+++ THE INPUT +++

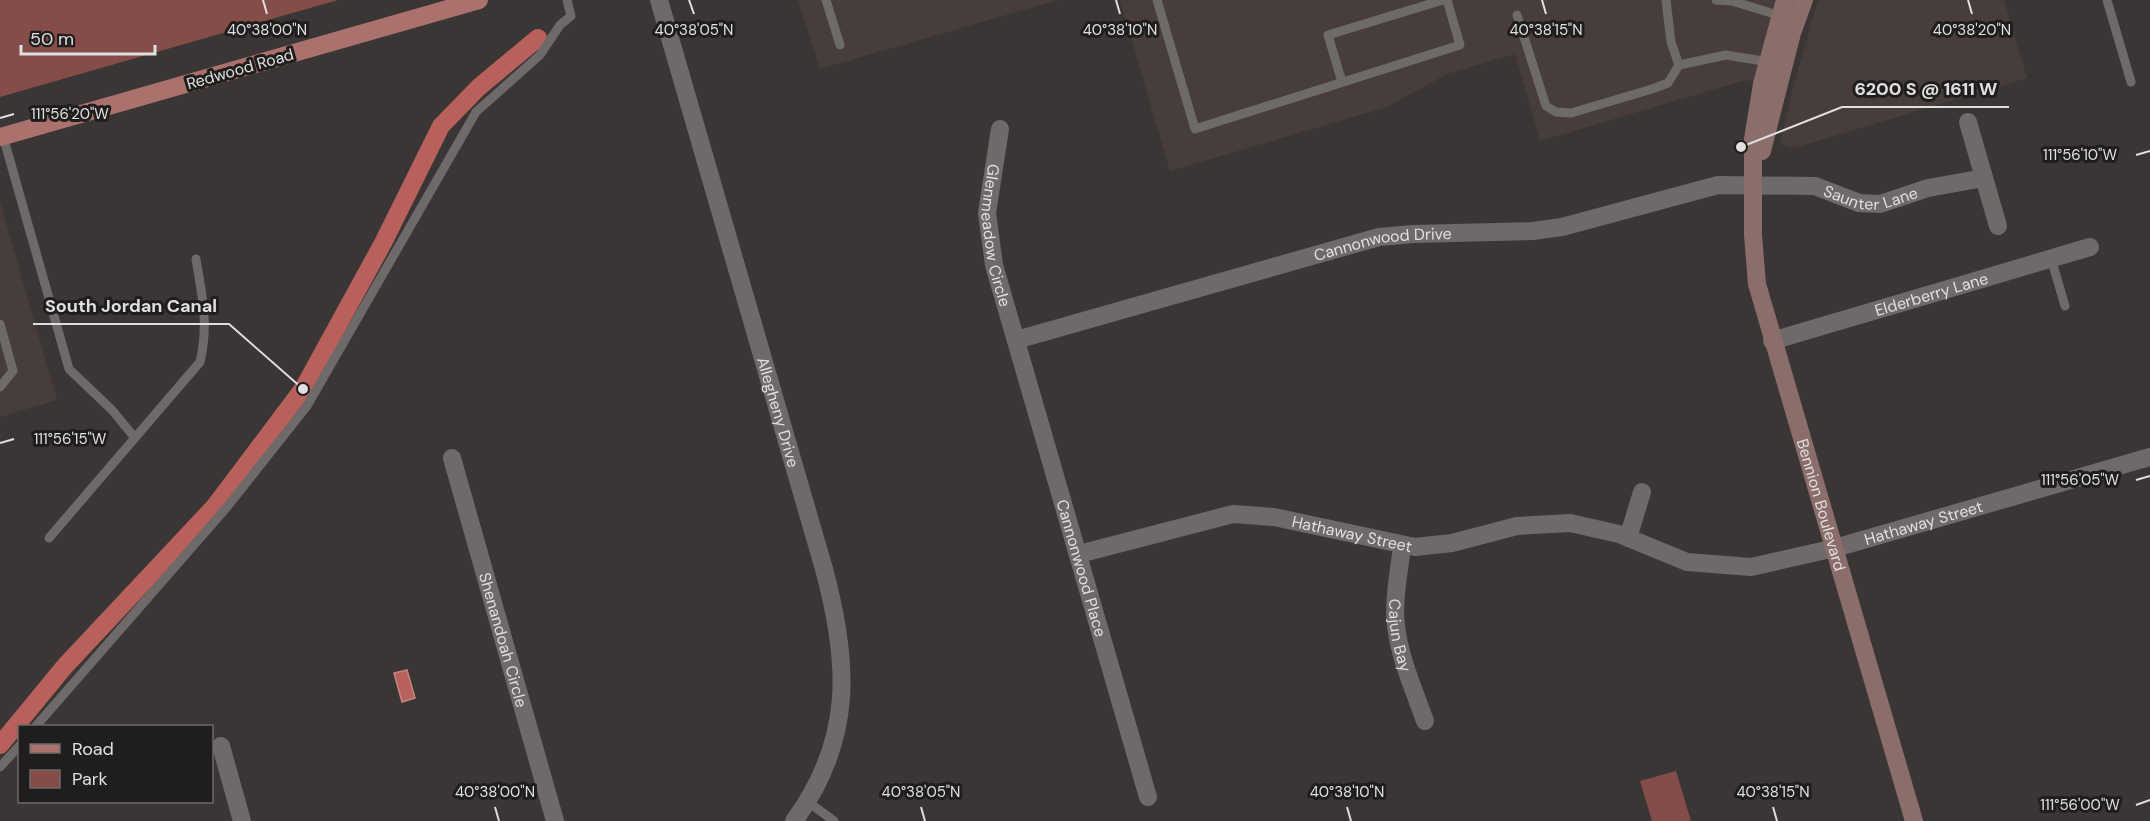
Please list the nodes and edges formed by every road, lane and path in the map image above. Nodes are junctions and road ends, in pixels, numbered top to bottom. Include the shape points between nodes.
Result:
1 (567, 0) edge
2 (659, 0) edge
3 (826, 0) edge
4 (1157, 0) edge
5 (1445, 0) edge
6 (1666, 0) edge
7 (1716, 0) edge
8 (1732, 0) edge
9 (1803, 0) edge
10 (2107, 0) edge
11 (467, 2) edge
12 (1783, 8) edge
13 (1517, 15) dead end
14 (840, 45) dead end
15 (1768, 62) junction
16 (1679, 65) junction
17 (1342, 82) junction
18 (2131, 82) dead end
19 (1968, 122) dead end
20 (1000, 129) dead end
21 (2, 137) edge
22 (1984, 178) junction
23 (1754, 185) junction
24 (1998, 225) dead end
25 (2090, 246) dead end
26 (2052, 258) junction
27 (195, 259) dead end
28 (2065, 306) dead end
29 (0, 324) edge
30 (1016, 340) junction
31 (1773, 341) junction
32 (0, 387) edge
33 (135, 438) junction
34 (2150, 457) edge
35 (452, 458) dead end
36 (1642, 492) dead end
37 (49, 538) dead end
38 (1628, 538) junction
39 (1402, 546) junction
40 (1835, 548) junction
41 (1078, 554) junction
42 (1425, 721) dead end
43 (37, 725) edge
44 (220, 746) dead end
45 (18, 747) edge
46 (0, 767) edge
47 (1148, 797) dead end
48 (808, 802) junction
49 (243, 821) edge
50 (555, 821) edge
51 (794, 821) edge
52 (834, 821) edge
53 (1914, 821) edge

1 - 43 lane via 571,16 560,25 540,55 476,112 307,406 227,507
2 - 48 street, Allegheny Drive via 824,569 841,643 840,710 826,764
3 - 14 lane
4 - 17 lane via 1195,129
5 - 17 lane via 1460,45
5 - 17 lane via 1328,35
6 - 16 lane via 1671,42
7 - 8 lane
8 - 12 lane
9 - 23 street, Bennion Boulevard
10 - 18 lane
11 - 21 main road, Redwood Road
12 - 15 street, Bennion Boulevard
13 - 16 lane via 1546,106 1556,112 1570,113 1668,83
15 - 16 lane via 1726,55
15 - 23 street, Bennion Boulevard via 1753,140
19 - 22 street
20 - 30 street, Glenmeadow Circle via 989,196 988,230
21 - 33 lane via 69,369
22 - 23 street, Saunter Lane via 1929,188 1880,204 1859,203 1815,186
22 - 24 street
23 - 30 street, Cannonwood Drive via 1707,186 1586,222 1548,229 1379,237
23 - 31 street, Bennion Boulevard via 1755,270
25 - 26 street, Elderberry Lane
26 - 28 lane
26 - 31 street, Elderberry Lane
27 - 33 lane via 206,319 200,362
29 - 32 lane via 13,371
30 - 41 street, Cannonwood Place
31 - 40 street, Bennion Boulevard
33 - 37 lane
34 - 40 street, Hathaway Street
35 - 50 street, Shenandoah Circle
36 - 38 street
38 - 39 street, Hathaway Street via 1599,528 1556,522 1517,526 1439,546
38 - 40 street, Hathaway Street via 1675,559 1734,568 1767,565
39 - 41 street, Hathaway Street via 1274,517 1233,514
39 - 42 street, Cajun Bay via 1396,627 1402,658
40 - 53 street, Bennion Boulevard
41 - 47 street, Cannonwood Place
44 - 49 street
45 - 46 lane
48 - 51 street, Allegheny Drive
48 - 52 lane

+++

> _TASK BRIEF_
Leave out the images and transcribe all the records exactly.

> _EXPECTED OUTPUT_
Please list the nodes and edges formed by every road, lane and path in the map image above. Nodes are junctions and road ends, in pixels, numbered top to bottom. Include the shape points between nodes.
Result:
1 (567, 0) edge
2 (659, 0) edge
3 (826, 0) edge
4 (1157, 0) edge
5 (1445, 0) edge
6 (1666, 0) edge
7 (1716, 0) edge
8 (1732, 0) edge
9 (1803, 0) edge
10 (2107, 0) edge
11 (467, 2) edge
12 (1783, 8) edge
13 (1517, 15) dead end
14 (840, 45) dead end
15 (1768, 62) junction
16 (1679, 65) junction
17 (1342, 82) junction
18 (2131, 82) dead end
19 (1968, 122) dead end
20 (1000, 129) dead end
21 (2, 137) edge
22 (1984, 178) junction
23 (1754, 185) junction
24 (1998, 225) dead end
25 (2090, 246) dead end
26 (2052, 258) junction
27 (195, 259) dead end
28 (2065, 306) dead end
29 (0, 324) edge
30 (1016, 340) junction
31 (1773, 341) junction
32 (0, 387) edge
33 (135, 438) junction
34 (2150, 457) edge
35 (452, 458) dead end
36 (1642, 492) dead end
37 (49, 538) dead end
38 (1628, 538) junction
39 (1402, 546) junction
40 (1835, 548) junction
41 (1078, 554) junction
42 (1425, 721) dead end
43 (37, 725) edge
44 (220, 746) dead end
45 (18, 747) edge
46 (0, 767) edge
47 (1148, 797) dead end
48 (808, 802) junction
49 (243, 821) edge
50 (555, 821) edge
51 (794, 821) edge
52 (834, 821) edge
53 (1914, 821) edge

1 - 43 lane via 571,16 560,25 540,55 476,112 307,406 227,507
2 - 48 street, Allegheny Drive via 824,569 841,643 840,710 826,764
3 - 14 lane
4 - 17 lane via 1195,129
5 - 17 lane via 1460,45
5 - 17 lane via 1328,35
6 - 16 lane via 1671,42
7 - 8 lane
8 - 12 lane
9 - 23 street, Bennion Boulevard
10 - 18 lane
11 - 21 main road, Redwood Road
12 - 15 street, Bennion Boulevard
13 - 16 lane via 1546,106 1556,112 1570,113 1668,83
15 - 16 lane via 1726,55
15 - 23 street, Bennion Boulevard via 1753,140
19 - 22 street
20 - 30 street, Glenmeadow Circle via 989,196 988,230
21 - 33 lane via 69,369
22 - 23 street, Saunter Lane via 1929,188 1880,204 1859,203 1815,186
22 - 24 street
23 - 30 street, Cannonwood Drive via 1707,186 1586,222 1548,229 1379,237
23 - 31 street, Bennion Boulevard via 1755,270
25 - 26 street, Elderberry Lane
26 - 28 lane
26 - 31 street, Elderberry Lane
27 - 33 lane via 206,319 200,362
29 - 32 lane via 13,371
30 - 41 street, Cannonwood Place
31 - 40 street, Bennion Boulevard
33 - 37 lane
34 - 40 street, Hathaway Street
35 - 50 street, Shenandoah Circle
36 - 38 street
38 - 39 street, Hathaway Street via 1599,528 1556,522 1517,526 1439,546
38 - 40 street, Hathaway Street via 1675,559 1734,568 1767,565
39 - 41 street, Hathaway Street via 1274,517 1233,514
39 - 42 street, Cajun Bay via 1396,627 1402,658
40 - 53 street, Bennion Boulevard
41 - 47 street, Cannonwood Place
44 - 49 street
45 - 46 lane
48 - 51 street, Allegheny Drive
48 - 52 lane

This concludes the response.